# Exercise description:
Every line from the start of the records through the line with "Extract the road" is to be written out exactly; pictures are not.

════════════════

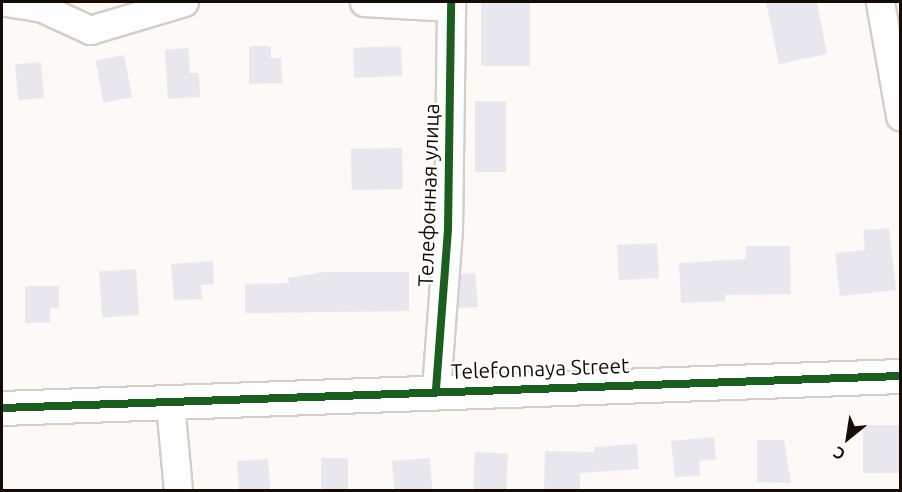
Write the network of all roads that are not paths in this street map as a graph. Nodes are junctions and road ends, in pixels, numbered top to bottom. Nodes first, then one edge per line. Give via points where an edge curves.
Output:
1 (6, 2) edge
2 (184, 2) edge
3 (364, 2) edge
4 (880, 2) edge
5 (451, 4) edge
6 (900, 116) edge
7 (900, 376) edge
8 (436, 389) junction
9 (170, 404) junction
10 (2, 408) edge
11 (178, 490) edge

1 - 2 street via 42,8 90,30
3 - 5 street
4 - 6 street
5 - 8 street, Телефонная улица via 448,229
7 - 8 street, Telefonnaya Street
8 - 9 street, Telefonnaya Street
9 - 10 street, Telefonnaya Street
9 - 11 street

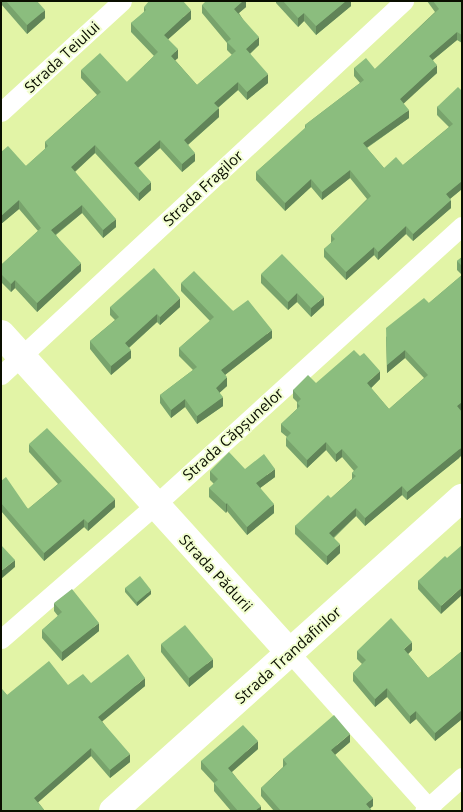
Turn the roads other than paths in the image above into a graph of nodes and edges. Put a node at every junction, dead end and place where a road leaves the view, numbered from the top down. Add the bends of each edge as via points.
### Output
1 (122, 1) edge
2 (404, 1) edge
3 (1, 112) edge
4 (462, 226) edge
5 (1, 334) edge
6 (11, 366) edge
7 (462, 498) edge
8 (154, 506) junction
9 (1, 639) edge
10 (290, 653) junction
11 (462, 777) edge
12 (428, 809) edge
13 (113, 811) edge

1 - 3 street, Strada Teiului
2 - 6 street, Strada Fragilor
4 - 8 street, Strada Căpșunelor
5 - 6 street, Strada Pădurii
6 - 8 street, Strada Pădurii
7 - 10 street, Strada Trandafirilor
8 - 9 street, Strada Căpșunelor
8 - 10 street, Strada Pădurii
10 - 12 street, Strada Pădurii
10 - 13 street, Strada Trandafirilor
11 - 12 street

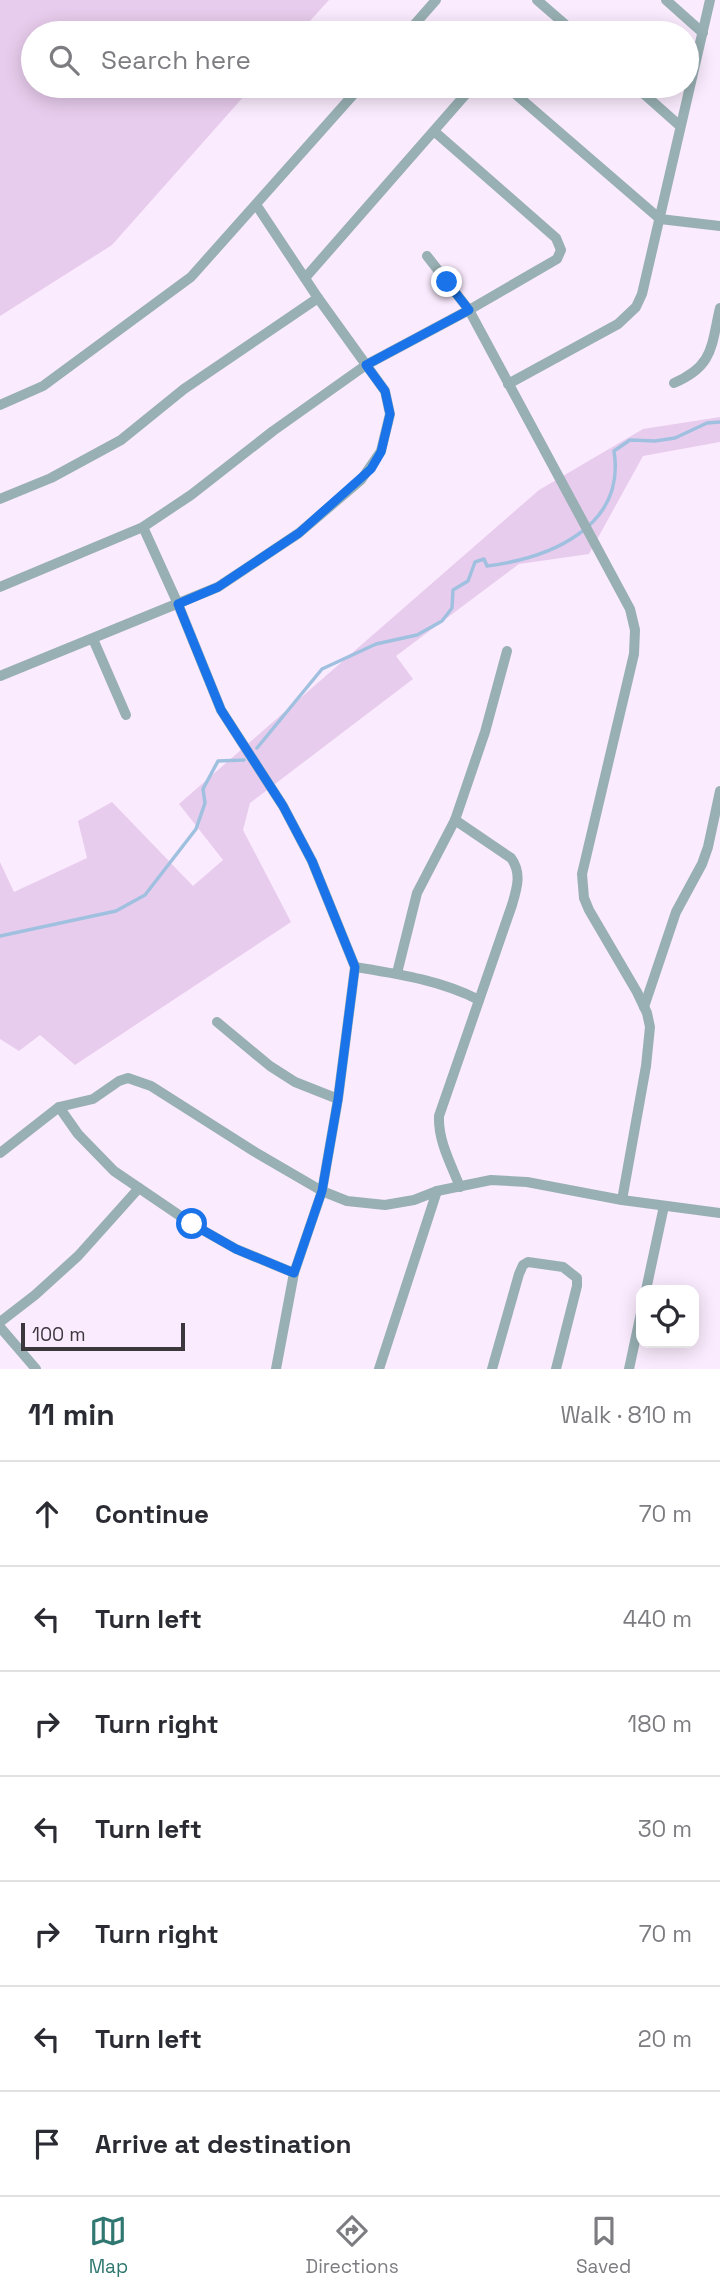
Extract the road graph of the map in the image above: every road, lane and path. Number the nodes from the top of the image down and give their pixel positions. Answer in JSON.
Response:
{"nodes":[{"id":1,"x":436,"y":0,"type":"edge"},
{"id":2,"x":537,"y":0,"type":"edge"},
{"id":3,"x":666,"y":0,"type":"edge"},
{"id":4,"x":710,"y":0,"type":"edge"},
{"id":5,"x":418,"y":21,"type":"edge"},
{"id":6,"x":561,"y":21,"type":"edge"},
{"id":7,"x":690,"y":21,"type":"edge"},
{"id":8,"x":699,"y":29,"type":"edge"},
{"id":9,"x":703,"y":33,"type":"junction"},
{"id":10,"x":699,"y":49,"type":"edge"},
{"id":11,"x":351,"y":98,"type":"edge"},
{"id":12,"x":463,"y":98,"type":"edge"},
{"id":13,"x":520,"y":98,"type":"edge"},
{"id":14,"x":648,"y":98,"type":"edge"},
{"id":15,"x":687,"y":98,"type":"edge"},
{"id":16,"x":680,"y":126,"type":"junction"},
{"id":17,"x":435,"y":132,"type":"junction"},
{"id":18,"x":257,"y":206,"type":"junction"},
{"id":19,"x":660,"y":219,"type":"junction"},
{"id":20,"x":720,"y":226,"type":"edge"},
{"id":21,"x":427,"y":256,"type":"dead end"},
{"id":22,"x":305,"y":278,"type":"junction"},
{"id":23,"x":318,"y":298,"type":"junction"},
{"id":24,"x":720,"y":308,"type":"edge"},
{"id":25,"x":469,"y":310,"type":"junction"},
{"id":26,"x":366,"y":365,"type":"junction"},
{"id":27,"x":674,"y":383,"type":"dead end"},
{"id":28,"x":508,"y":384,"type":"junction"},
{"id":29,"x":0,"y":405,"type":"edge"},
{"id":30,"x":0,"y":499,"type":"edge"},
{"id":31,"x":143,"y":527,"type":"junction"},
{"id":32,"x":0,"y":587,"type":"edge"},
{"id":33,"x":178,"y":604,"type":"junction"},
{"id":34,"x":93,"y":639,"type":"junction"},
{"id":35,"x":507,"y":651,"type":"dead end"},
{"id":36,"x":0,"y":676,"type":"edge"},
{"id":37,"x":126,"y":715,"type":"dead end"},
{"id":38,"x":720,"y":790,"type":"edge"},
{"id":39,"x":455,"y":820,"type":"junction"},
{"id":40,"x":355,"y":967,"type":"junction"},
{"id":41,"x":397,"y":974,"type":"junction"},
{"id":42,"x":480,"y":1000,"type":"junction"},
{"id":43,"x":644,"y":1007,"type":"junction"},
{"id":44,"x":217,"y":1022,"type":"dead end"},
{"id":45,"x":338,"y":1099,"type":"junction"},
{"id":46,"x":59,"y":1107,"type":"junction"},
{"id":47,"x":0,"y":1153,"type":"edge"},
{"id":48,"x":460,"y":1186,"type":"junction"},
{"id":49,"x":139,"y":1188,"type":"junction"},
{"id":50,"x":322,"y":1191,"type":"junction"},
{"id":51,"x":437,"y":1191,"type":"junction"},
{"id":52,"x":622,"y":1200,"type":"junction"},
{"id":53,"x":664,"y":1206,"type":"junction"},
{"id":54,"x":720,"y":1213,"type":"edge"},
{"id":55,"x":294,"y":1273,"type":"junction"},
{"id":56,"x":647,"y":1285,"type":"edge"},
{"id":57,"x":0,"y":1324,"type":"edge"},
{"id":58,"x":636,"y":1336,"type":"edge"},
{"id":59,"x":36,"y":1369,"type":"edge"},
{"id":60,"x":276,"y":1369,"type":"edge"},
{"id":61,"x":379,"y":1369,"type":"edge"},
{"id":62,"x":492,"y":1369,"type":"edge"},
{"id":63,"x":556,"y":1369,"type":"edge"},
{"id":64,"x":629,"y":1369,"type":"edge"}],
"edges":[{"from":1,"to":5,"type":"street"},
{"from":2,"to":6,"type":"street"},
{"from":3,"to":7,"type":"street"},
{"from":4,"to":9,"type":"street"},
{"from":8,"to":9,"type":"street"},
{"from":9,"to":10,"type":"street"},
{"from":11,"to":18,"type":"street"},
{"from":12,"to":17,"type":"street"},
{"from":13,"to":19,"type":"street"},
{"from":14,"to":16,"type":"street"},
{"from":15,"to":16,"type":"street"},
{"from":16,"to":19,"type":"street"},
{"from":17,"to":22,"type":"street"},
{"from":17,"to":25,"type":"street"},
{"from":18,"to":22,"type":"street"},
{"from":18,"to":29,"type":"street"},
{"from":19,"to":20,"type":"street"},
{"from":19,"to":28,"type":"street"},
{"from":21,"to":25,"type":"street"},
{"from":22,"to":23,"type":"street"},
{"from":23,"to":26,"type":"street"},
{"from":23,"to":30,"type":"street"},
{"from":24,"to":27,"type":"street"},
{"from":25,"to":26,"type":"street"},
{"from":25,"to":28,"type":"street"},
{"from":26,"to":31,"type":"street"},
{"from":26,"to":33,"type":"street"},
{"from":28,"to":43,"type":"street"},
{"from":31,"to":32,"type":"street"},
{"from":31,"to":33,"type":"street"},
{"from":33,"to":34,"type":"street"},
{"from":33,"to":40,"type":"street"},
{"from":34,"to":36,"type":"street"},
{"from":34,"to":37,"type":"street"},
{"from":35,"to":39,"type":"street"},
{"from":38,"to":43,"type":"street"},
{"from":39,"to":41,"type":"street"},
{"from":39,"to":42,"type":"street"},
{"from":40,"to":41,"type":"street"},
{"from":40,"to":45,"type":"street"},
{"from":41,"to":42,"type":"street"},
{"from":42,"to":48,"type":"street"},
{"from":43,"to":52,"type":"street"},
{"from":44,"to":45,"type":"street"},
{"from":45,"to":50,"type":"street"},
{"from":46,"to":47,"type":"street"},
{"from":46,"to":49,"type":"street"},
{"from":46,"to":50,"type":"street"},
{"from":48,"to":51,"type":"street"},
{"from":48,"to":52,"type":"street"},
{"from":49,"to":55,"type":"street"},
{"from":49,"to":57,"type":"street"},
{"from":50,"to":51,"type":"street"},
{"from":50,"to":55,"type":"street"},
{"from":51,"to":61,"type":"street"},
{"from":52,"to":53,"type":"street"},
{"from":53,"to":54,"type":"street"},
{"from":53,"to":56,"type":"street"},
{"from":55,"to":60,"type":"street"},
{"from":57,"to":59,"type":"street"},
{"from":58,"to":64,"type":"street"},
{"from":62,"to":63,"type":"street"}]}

════════════════

# Answer section:
Write the network of all roads that are not paths in this street map as a graph. Nodes are junctions and road ends, in pixels, numbered top to bottom. Nodes first, then one edge per line. Give via points where an edge curves.
Output:
1 (6, 2) edge
2 (184, 2) edge
3 (364, 2) edge
4 (880, 2) edge
5 (451, 4) edge
6 (900, 116) edge
7 (900, 376) edge
8 (436, 389) junction
9 (170, 404) junction
10 (2, 408) edge
11 (178, 490) edge

1 - 2 street via 42,8 90,30
3 - 5 street
4 - 6 street
5 - 8 street, Телефонная улица via 448,229
7 - 8 street, Telefonnaya Street
8 - 9 street, Telefonnaya Street
9 - 10 street, Telefonnaya Street
9 - 11 street

Turn the roads other than paths in the image above into a graph of nodes and edges. Put a node at every junction, dead end and place where a road leaves the view, numbered from the top down. Add the bends of each edge as via points.
### Output
1 (122, 1) edge
2 (404, 1) edge
3 (1, 112) edge
4 (462, 226) edge
5 (1, 334) edge
6 (11, 366) edge
7 (462, 498) edge
8 (154, 506) junction
9 (1, 639) edge
10 (290, 653) junction
11 (462, 777) edge
12 (428, 809) edge
13 (113, 811) edge

1 - 3 street, Strada Teiului
2 - 6 street, Strada Fragilor
4 - 8 street, Strada Căpșunelor
5 - 6 street, Strada Pădurii
6 - 8 street, Strada Pădurii
7 - 10 street, Strada Trandafirilor
8 - 9 street, Strada Căpșunelor
8 - 10 street, Strada Pădurii
10 - 12 street, Strada Pădurii
10 - 13 street, Strada Trandafirilor
11 - 12 street

Extract the road graph of the map in the image above: every road, lane and path. Number the nodes from the top of the image down and give their pixel positions. Answer in JSON.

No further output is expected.